**Data entries:**
-------------------------

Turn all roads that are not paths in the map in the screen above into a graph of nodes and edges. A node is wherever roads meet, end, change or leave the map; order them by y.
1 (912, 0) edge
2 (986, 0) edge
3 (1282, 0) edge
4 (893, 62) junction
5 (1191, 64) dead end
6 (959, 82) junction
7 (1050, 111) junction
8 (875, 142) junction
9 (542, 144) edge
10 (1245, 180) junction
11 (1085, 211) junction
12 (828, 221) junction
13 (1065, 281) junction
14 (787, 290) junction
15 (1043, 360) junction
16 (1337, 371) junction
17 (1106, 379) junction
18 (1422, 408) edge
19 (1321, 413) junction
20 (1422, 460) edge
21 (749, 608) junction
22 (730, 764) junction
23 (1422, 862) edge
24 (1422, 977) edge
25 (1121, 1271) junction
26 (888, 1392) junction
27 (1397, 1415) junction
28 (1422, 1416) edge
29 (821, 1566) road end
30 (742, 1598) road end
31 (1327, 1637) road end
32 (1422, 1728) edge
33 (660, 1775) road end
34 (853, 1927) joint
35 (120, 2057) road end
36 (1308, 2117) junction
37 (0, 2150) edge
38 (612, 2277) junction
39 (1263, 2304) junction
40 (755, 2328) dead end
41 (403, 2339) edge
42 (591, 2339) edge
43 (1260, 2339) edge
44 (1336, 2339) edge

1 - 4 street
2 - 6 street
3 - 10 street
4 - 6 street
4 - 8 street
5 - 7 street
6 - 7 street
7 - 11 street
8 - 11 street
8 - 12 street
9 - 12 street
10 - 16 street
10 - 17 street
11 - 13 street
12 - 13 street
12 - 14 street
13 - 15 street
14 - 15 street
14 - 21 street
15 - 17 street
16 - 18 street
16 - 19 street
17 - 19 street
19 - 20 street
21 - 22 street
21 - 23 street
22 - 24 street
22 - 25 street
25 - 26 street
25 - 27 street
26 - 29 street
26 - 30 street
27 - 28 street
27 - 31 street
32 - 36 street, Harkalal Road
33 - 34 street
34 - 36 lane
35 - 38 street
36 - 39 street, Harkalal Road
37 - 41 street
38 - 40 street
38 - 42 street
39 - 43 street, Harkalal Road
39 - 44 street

-------------------------

**AIM OF THE EXERCISE:**
Only lines containing the string "dead" are needed. Pull each of them out of the records above.

**RESPONSE BELOW:**
5 (1191, 64) dead end
40 (755, 2328) dead end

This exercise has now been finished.